Свернув на одну из улиц, экипаж внезапно остановился у небольшого одноэтажного дома. Дом был красив, хотя старинного, немодного образца, и стоял в окружении небольшого прекрасно ухоженного сада.

– Здесь живет милый пастор, так доброжелательно отнесшийся в особенности к тебе, Наль. Не хочешь ли отдать ему визит и, кстати, осмотреть церковь, где будешь завтра венчаться? – спросил Флорентиец.

– Ax, очень хочу. Но не могу скрыть, отец, что стесняюсь войти первый раз в чужой дом. Я не знаю, как себя вести.

– Очень просто. Так, как если бы ты пришла к друзьям. Если будешь нести доброту в сердце, никогда не сделаешь бестактности. Кланяйся не по-восточному, но протягивай только руку, что ты, плутовка, умеешь делать теперь очень красиво.

Говоря с Наль, Флорентиец помог ей выйти из экипажа и ввел на довольно высокое крыльцо с двумя сходами. Николай ударил молотком в дверь, отчего раздался мелодичный звон, что тоже немало удивило Наль. Послышались поспешные шаги, и старый слуга впустил их в просторный холл, по стенам которого стояли высокие деревянные вешалки и стулья готического стиля, и на двух окнах стояли цветущие растения. Спокойствием веяло в доме.
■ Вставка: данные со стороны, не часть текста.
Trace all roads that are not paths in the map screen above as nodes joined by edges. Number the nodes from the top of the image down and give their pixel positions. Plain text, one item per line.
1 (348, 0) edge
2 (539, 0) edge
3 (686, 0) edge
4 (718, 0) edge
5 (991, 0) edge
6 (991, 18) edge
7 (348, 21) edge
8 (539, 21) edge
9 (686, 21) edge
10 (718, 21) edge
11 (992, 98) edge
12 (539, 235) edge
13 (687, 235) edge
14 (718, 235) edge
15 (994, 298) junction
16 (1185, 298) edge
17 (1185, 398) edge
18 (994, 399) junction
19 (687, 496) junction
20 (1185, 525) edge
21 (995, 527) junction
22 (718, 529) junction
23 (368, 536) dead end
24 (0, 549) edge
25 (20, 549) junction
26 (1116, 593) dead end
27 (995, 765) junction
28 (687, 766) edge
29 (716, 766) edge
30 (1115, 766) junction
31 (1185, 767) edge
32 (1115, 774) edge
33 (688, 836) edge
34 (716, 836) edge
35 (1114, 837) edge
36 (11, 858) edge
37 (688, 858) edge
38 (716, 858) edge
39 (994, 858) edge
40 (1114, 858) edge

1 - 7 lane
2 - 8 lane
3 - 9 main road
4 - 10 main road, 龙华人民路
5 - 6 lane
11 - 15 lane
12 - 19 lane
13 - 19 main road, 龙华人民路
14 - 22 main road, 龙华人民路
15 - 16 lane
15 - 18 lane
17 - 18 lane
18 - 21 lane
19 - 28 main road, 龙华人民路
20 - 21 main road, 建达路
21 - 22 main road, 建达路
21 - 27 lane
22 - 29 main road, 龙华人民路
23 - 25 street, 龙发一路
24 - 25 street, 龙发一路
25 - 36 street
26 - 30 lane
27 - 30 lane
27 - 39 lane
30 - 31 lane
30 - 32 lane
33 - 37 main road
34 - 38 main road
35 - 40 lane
Всюду были разостланы ковровые дорожки и царила такая чистота, что удивилась не только Наль, но и чрезвычайно следивший за порядком Николай.

Взяв визитные карточки гостей, слуга ввел их в гостиную, тоже старинную, с огромным камином, большими диванами и креслами, обитыми синим шелком, с белыми, безукоризненной чистоты кружевными занавесками на трех широких окнах.

– Удивительно, как красиво в западных домах. И так тихо в них, мирно, не то, что у нас на Востоке, отец.

– Ты судишь по моему и этому, единственным западным домам, которые видела. Но когда-нибудь ты научишься различать дома, и их внешняя роскошь не скроет от твоих глаз внутренних язв разложения, дочь моя.

Дверь соседней комнаты отворилась, и вошел пастор, приветствуя своих неожиданных гостей и благодаря их за честь, оказанную его дому.

– Я хотел сделать невесте маленький сюрприз к завтрашнему дню, – приветливо сказал пастор. – Должно быть, печально всякой девушке венчаться в окружении одних мужчин. Я столько наговорил о юной невесте моей жене и дочерям, что они решили немедленно обновить свои белые платья и быть вам завтра подружками. А жена будет посаженой матерью, как полагается по здешним обычаям. Но сейчас, узнав о вашей любезности, свойственной только людям истинной культуры, лорд Бенедикт, мои дочери и жена не желают упустить случая познакомиться заранее с вами и вашей дочерью. Слышите, какое там нетерпеливое ожидание? Если вы ничего не имеете против, я их позову, – глядя на Наль, сказал пастор.

– О, как вы добры, вы верно поняли маленькую, детскую мою печаль о том, что ни одной женщины не будет на моей свадьбе. Если можно, разрешите нам скорее познакомиться.

Пастор открыл дверь, за нею стояли три женские фигуры с цветами в руках.

Старшая, лет сорока, была полноватая, изящная, ярко-рыжая женщина, с большими черными глазами и резкими черными бровями, причудливо вырисованными на белой коже высокого лба. Разделенные на пробор волнистые волосы, свитые у шеи в тугие косы, были роскошны. Женщина была еще молода и очень красива.